Cody, Ryan, and Parker's project would be under their supervision, under the auspices of Land & Sea Slow Food chapter, so that if sited on the property on Blair and Second it would become part of our county agreement, if approved, and included in our insurance coverage. Land & Sea chapter would be willing to take ownership of the greenhouse in order to make this project possible, with the express intent to turn ownership over to the school or county if ever that is possible or desired by the school or county, and to make the greenhouse completely available for use by the school and community until that time comes. Any other ideas for ownership of the greenhouse will be welcomed;  Land & Sea's whole interest in this project is in making it possible. - Any one willing to take on ownership and responsibility in our place so this greenhouse can happen in a timely manner will be welcomed!

The greenhouse the boys chose is able to be moved, in case the time should come that the county would need the property for other uses.
These kids are really amazing, and so motivated! They worked on this individually and as a group all through the break to get their project ready to present.

A separate bank account within our non profit chapter would be opened, would be overseen by the kids who run the project, and would be devoted simply to the greenhouse. Any money coming in through Land & Sea to the greenhouse project will go into this account and then directly back to the greenhouse.
(See info at bottom of post about our main account).

Ryan, Parker and Cody are making plans for presentations to the FH Town and SJ County Councils, and will be doing a number of presentations to the public about their project.
We wish them the best with their project. They're amazing boys doing something a lot of people in our county are really excited about! Great job Guys!

[Land & Sea chapter's policy on financial donations: Donations go to our account at Islander's Bank. Any and all money that comes in goes directly back out into the community. Although we've rarely actively sought donations, donations offered to us have funded an irrigation system, our insurance coverage for the garden, and a small one-time stipend for our Community Projects/garden manager mentor this season.
Also funded: scholarships to the Quillisascut teaching farm, for 4 local young people so far. These scholarships are ongoing, and especially targeted toward local high school students and graduates, and have been provided by two generous local donors. The experiences the Quillisascut opportunity has provided for kids from our community has been called life changing by the participants. We actively seek young people who have been through Andy and Liz's Food For Thought Chef program. The first student we sent to Quillisascut  2 summers ago was a high school student in our Slow Food Youth program we had placed as an intern with Quail Croft Cheese here on the island. Her scholarship was provided by an  island resident who's also allowed us space in her greenhouse on the west side to grow starts in this spring.
Donations from a local working couple will also help fund a farm work internship program for young students, now in the works.]

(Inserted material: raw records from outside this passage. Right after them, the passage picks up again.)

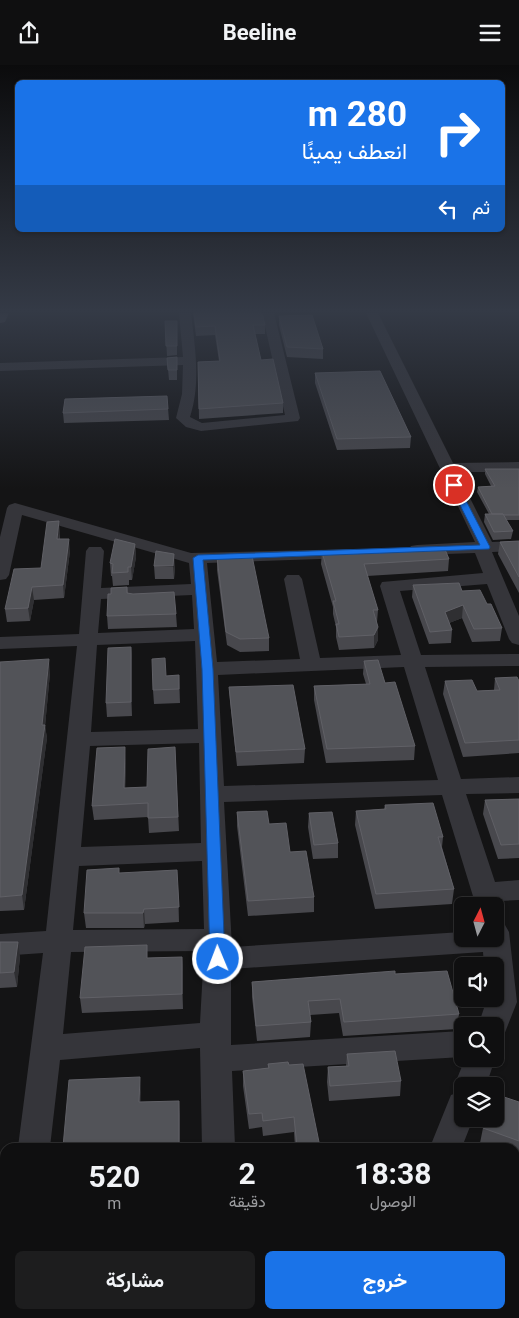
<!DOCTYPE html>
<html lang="ar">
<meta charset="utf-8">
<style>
:root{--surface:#0f0f10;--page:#1d1d1e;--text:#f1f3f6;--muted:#9b9c9f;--line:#2f2f30;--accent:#1a73e8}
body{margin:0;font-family:Roboto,Vazirmatn,sans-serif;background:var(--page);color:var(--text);direction:rtl;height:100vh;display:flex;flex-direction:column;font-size:19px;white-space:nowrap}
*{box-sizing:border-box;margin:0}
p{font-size:16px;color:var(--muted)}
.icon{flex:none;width:28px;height:28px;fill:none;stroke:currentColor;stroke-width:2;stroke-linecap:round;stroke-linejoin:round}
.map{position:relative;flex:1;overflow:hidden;direction:ltr}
.side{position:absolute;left:0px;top:1078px;width:520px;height:176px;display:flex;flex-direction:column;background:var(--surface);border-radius:15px 15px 0 0;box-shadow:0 1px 4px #0004,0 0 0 1px var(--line);direction:rtl}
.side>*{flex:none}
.hud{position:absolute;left:15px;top:15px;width:490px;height:152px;border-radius:8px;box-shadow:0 1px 4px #0004,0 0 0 1px var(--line);direction:rtl;background:#1a73e8;color:#fff;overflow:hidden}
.needle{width:32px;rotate:6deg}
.buttons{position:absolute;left:454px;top:832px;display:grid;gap:10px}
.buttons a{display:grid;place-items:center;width:50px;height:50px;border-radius:8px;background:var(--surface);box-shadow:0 1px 4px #0004,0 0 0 1px var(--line);font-size:25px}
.pin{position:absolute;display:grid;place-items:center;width:42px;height:42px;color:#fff;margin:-21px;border:2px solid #fff;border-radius:50%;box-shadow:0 1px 5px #0007}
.me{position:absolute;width:55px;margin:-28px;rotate:359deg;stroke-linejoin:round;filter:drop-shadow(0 0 4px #0008)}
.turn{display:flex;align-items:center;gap:18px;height:105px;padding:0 15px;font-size:22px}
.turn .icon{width:65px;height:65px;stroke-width:2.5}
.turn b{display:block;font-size:35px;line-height:42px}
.then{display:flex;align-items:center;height:48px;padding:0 15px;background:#0003;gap:10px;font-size:19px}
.eta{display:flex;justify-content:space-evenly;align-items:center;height:85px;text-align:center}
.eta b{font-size:30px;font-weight:700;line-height:35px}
.cta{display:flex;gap:10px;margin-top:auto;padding:10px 15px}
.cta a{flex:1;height:58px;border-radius:8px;background:var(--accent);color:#fff;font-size:20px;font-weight:700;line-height:58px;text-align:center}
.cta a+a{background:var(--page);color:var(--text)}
header{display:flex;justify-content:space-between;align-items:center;height:65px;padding:0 15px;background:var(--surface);font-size:22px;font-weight:700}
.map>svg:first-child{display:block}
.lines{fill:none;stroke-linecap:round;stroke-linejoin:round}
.minor{fill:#35353a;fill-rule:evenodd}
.major{fill:#515259;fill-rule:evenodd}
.wall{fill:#48484d}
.shaded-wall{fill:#2f2f32}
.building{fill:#525358;stroke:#606066}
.route{fill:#1a73e8;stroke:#114b97}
</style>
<header><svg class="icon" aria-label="menu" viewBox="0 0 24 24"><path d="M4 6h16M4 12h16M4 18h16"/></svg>Beeline<svg class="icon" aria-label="share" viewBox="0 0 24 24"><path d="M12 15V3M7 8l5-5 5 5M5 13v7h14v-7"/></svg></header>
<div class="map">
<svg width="519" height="1253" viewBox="0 0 519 1253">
<rect width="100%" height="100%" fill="#141415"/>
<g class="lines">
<path class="minor" d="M179,248H191C195,282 201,318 190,352L202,358L285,350L262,248H274L300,353L298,356L201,366L186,362L176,353L182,329L183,300L0,306V298L183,292Z
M366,248H378L453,398L519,397V407H457L492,477L519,476V486L492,487L519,551V580L512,578L509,574L487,519L400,526L421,590L519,589V601L425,602L461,714L519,712V728L466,729L495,817L519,815V835L501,836L502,841L498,848L495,849V841H476L442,730L224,737L232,882L462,867V874H495V857L505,860L509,867L517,937L504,970L495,973V961H478L487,934H495V901H484L483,887L231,904V980L462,966V992L232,1006L235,1082H202L200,983L60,995L50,1082H18L43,888L0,891V869L46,866L77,581L0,584V572L79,569L86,486L89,482H101L104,486L101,523L191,519L189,498L22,450L9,510L6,514L0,515V472L7,443L9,440L15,438L191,488L355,484L358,488L355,492L349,493L207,498L217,597L300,594L284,514L287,510H299L302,514L320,593L401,590L380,521L382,517L483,508L475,488L417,490L411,489L408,485L411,481L417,480L475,477ZM192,530L194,564L98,568L101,534ZM195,576L198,664L91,667L97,580ZM404,602L438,715L224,721L218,610ZM199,678L201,778L81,782L90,681ZM202,796L204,864L73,865L79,801ZM204,886L200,958L63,969L71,887Z
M465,994H495L486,1021H462V1054H473L462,1082H430L451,1030L457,1028L454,1021Z
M515,1118L519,1119V1152L515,1151Z
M280,1249H321L323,1253H282Z
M363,1249H401L399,1253H361Z"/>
<path class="major" d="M0,248H9L5,257L0,258Z"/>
</g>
<path class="wall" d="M193,248H262L265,260V269H255L261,295L283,338V348L199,354L198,297L219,296L215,270L196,271Z
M279,251L323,284V294L287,292L279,260Z
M165,256H177V290L167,291Z
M177,292V315H169L167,293Z
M315,308L411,372L410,383L337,385L315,318Z
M167,331L169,355L64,358L63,348Z
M485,404H519V455H506L513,466L511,474L493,475L484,457L485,449H489L477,427L478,422L491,421L485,409Z
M60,468V474L70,486L64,533L34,535L30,556L7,557L5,544L41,503Z
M519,476V528L498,489L500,477Z
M135,479L136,492L132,515H129V520L113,521L112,511H111L110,498Z
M322,487L449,494L448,506L367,511L378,545L377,557L378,575L374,583L339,585L336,572V562L333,549V542L321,499Z
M217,492L269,573V586L240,587L227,580L217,505Z
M154,501L175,502L174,514H155Z
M413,520L462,526L487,539L502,563L500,576L472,577L462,553L449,558L452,565L451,578L429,579L412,532Z
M127,522L128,528L176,549L177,562L108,564L107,551L111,529Z
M131,582L132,595V651L107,652L106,638Z
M364,596L385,618L415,681L414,695L326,698L314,635V621L366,619L363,609Z
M0,597L50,608L45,661L47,673L45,687L24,845L0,846Z
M179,610L180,638L154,639L153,625L166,611Z
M495,613L519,616V688L463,692L443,629L445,616L477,626L494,625Z
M229,622L305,684L304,698L237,701L230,636Z
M175,682L179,766L149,768L148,752L94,755L92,741L126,696L125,723L147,722Z
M519,734V793L498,794L483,749L485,735Z
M385,740L443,772L442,782L454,824L452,839L375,844L355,760L356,746L384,744Z
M237,747L269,759L290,787L314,832V847L248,851L237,761Z
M309,748L338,778V793L313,794L308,762Z
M119,808L178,820L179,857L145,859L144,863H86L84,848Z
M0,877L20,891L17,922L0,923Z
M182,892L183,907V944L82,948L80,933L148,893Z
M395,909L459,949L457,964L343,971L339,948L310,950L311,957L310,972L257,976L252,932V917Z
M347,989L401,1016L400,1031L329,1036L327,1017L328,1002L346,1001Z
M268,999L289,1000L320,1082H295L294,1067L263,1071L262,1062L249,1064L243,1021V1006L268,1003Z
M519,1037V1092L515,1091V1082H493L480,1078L483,1063Z"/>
<path class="shaded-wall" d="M59,456L60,468L58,487L57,474Z
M69,474L70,486L64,533L63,520Z
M135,479L136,492L132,515L131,502Z
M174,489L175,502L174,514L173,501Z
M32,522L34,535L30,556L28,543Z
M463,540L462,553L444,560L445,547Z
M378,562V575L374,583V570Z
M131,582L132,595V651L131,637Z
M49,594L50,608L45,661L47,673L24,845L22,830Z
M125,682L126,696L125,737L124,723Z
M144,844L145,859L144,863L143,848Z
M18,877L20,891L17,922L14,907Z
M182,892L183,907V944L182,929Z
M140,1012L141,1027L140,1052L139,1037Z
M179,1036L180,1050V1082H179Z"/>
<path class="building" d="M194,248H262L265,260H253L261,295L273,294L283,338L199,344L198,297L220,296L215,261L196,262Z
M312,250L323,284L287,282L279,251Z
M165,256H177V281H166Z
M177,292V305H168L167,293Z
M380,306L411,372L337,374L315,308Z
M167,331L168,344L63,348L65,334Z
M485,404H519V450H504L503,449H492L478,422L495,421Z
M485,449H503L513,466L494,467Z
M59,456L57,474H69L63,520L32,522L28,543L5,544L14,504L41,503L47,457Z
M115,474L135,479L131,502H128V507L112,508L113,499L110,498Z
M519,476V512L500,477Z
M444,482L449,494L364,499L378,545H373L378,562L374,570L339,572L336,559H339L333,536H336L322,487Z
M156,486L174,489L173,501H154Z
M252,491L269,573L240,574L226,567L217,492Z
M459,518L462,526L480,525L487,539H491L502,563L474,564L463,540L445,547L452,565L430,567L413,520Z
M127,522V528L133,529L174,527L176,549L107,551L108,529H111V523Z
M131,582V637L106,638L108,583Z
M165,593L166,611L179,610V624L153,625L152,594Z
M49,594L42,660H45L43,673L22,830L0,832V597Z
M378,595L385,618L395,617L415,681L327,684L314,621L370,619L364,596Z
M517,612L519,616V675L465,678L445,616L472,615L477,626L500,625L495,613Z
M293,620L305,684L236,687L229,622Z
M125,682L124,723L147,722L148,684L175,682L178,752L148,753V738L92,741L97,683Z
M519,734V779L501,780L485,735Z
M433,738L443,772H438L454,824L376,829L356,746L386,744L385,740Z
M267,746L269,759L286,758L290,787L306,786L314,832L248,836L237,747Z
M332,747L338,778L314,780L309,748Z
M119,803V808L177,805L179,842L144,844L143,848H84L87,805Z
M0,877H18L14,907L0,908Z
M147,880V893L182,892V929L80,933L85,882Z
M395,906V909L447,906L459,949L344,957L340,934L308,936L311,957L256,961L252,917Z
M395,986L401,1016L330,1021L328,1002L349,1001L347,989Z
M288,997L289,1000L303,999L320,1082H297L294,1052L263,1056L262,1048L249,1049L243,1006L269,1003L268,999Z
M140,1012L139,1037L179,1036V1082H63L69,1015Z
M495,1029L519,1037V1076L483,1063L486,1054H495Z
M515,1158L518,1159L515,1167Z
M419,1249H511L519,1252V1253H418Z"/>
<linearGradient id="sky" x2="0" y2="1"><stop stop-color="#0b0b0c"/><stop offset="0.58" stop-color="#343a46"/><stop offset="1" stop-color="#343a46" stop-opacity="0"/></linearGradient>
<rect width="519" height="424" fill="url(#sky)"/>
<path class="route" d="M454,418L458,420L490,482L489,484L203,495L213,604L225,894L223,898H212L210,894L202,604L193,493L198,490L480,480L450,420Z"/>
</svg>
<div class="buttons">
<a><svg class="needle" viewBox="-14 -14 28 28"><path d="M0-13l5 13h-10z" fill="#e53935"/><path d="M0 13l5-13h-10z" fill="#9b9c9f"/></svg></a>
<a><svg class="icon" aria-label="sound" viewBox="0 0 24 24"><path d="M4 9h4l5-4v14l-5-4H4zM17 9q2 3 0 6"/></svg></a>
<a><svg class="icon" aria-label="search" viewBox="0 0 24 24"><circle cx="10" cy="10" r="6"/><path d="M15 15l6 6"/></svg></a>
<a><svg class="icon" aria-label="layers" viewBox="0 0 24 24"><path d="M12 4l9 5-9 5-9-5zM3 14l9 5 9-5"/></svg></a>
</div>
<div class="pin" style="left:454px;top:420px;background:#d93025"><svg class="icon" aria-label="arrive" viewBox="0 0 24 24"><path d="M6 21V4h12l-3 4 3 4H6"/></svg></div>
<svg class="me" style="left:218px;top:894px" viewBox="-20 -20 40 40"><circle r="17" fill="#1a73e8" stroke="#fff" stroke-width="3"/><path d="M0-11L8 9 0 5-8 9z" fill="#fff"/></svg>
<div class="hud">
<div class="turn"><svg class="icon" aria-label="right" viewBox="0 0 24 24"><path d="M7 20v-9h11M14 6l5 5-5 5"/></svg><div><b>280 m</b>انعطف يمينًا</div></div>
<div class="then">ثم<svg class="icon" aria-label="left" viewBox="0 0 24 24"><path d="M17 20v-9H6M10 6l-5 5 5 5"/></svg></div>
</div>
<section class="side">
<div class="eta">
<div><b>18:38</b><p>الوصول</p></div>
<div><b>2</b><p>دقيقة</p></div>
<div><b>520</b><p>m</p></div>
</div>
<div class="cta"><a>خروج</a><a>مشاركة</a></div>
</section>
</div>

A reminder of the lovely harvest from last year's first garden.

Garlic in the garden. We're not using the irrigation system at this point - there is plenty of water still falling as rain!

Here's the crowd that braved the chilly weather for the workshop pruning older trees, a couple Sundays ago.  We had close to 30 participants sign up! That was fun!
the cutting hook tool thing - it's the wonderful tree pruning apparatus!

An older pruning tool. The tree pruner likes these even better than the modern metal ones  available these days - the older wood ones are lighter and work really well. These were purchased in Eastern WA.

Up in the tree on a fruit picking ladder. A set of steps, one leg for support - a nice design that gets you in close up high.

Conservative pruning on older trees that haven't been pruned for a while - map out the pruning over a couple year's time in this situation was the advice given by this particular tree pruner.

The chill was actually good for tree pruning, the tree would find the trimming less stressful because of it.

And a couple of the pears a few weeks later, now showing more signs of buds and leaves.